Provided entries Block Start

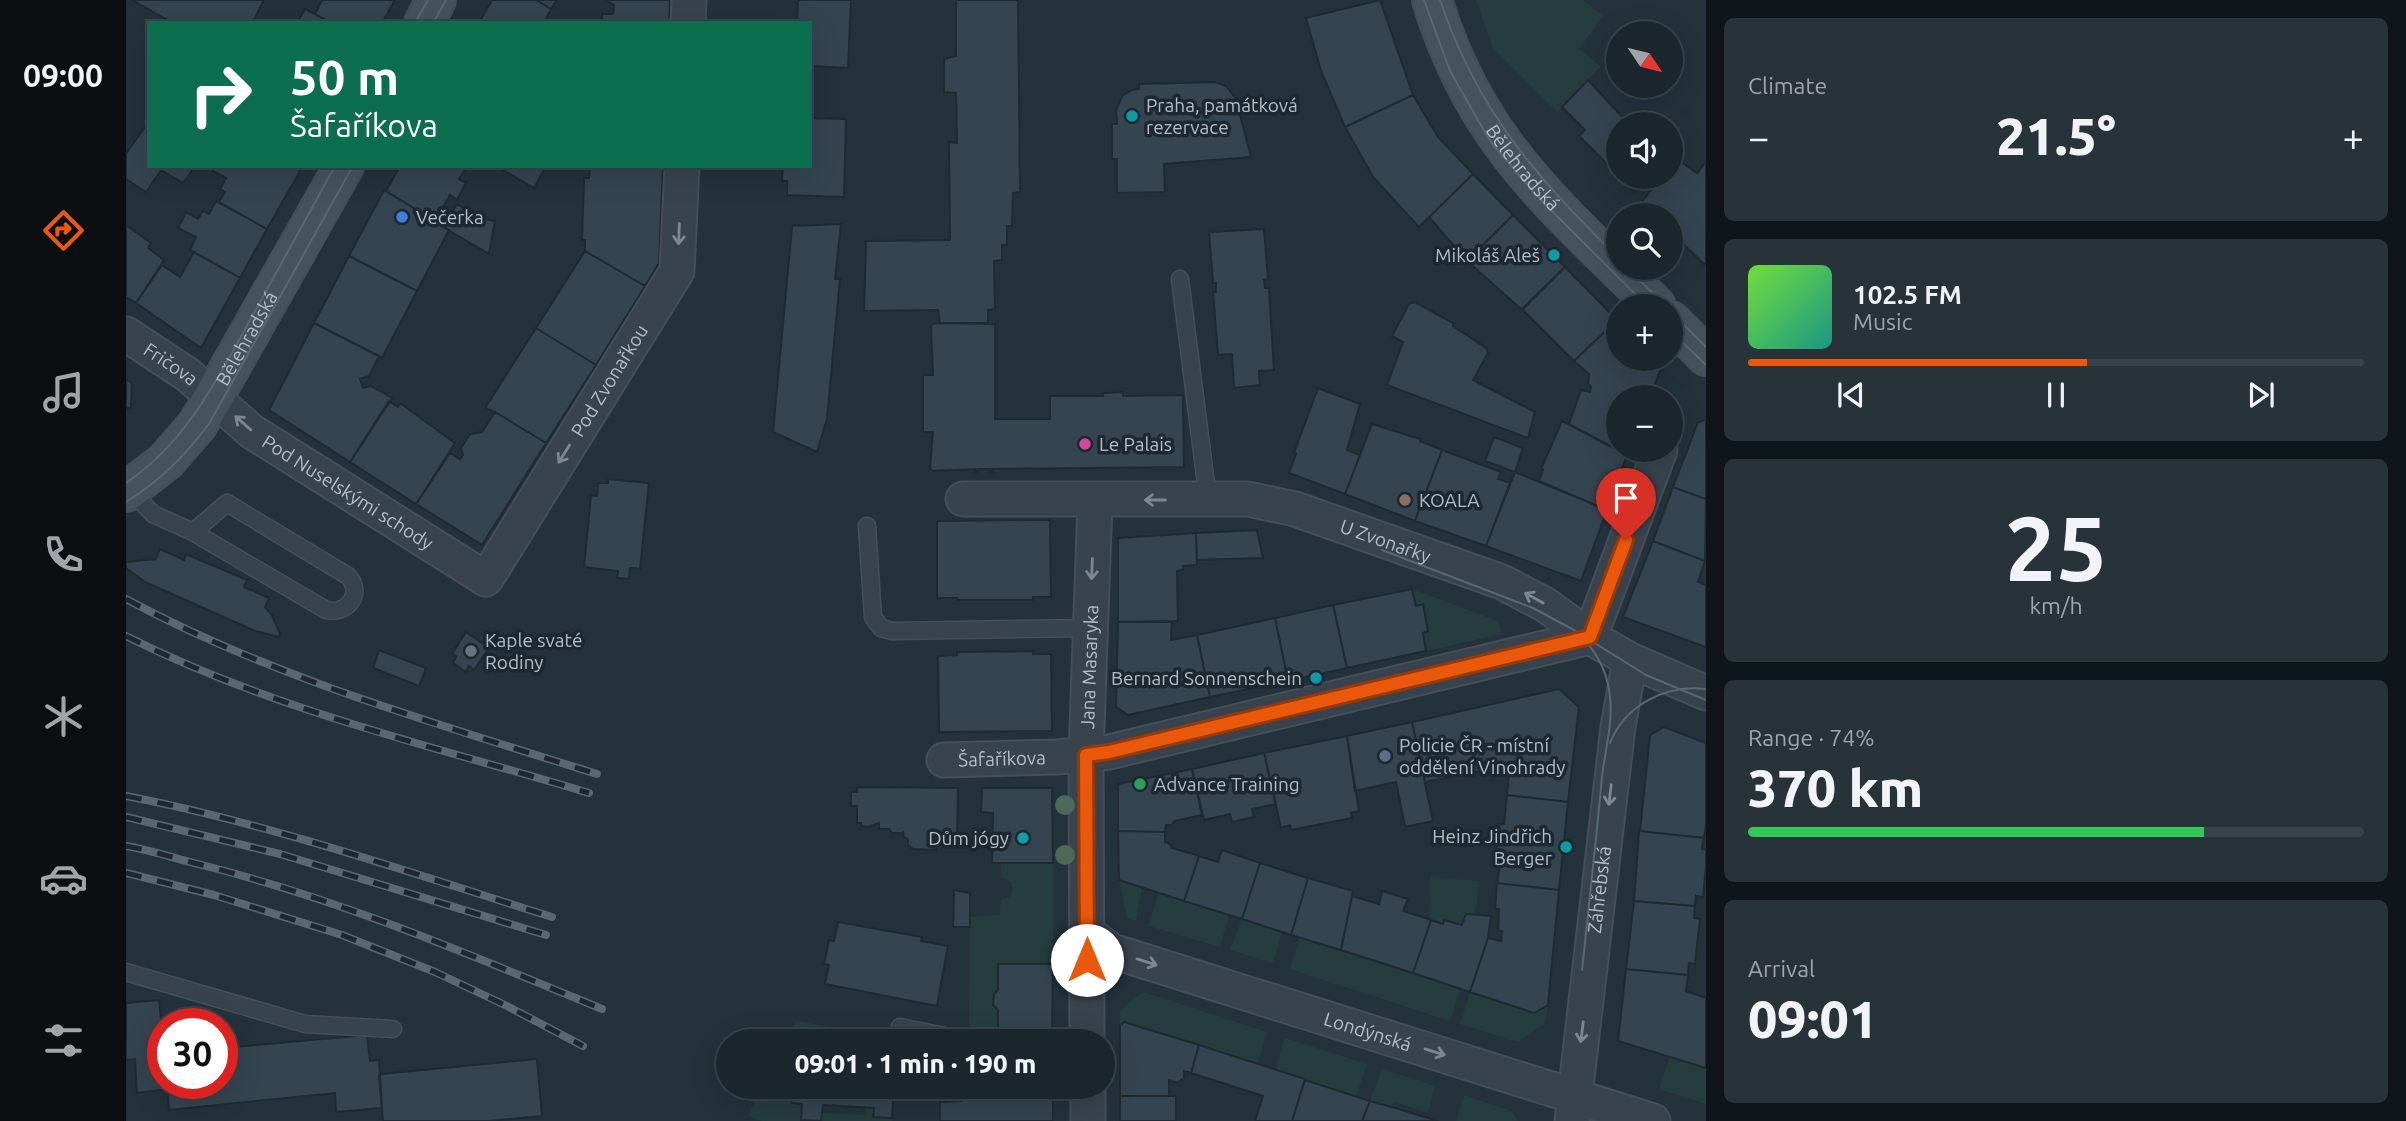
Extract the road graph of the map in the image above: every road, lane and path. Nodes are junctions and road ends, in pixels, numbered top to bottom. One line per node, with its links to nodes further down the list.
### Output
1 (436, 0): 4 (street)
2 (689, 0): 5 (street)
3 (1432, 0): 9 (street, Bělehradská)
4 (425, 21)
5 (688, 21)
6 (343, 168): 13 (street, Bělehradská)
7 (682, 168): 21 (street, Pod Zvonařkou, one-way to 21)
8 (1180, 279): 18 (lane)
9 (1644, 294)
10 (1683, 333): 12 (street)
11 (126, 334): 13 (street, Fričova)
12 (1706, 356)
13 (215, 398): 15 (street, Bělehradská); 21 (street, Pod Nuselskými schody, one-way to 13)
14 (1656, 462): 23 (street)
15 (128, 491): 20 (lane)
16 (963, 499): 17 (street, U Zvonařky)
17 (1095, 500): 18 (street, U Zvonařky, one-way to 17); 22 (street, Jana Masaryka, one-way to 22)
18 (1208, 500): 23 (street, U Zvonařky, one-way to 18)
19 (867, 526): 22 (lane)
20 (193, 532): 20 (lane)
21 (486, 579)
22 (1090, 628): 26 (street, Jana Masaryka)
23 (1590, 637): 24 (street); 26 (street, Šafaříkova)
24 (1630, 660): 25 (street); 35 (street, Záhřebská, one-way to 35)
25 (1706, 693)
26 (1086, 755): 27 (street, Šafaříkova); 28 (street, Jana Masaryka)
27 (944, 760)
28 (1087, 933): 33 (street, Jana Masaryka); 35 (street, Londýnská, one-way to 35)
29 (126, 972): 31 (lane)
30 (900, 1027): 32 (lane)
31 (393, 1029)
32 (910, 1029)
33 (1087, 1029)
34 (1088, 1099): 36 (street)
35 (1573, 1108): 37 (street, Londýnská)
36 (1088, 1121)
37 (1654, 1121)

Provided entries Block End

Look over the entries above. Copy every line that contains the word "Šafaříkova".

Written answer:
23 (1590, 637): 24 (street); 26 (street, Šafaříkova)
26 (1086, 755): 27 (street, Šafaříkova); 28 (street, Jana Masaryka)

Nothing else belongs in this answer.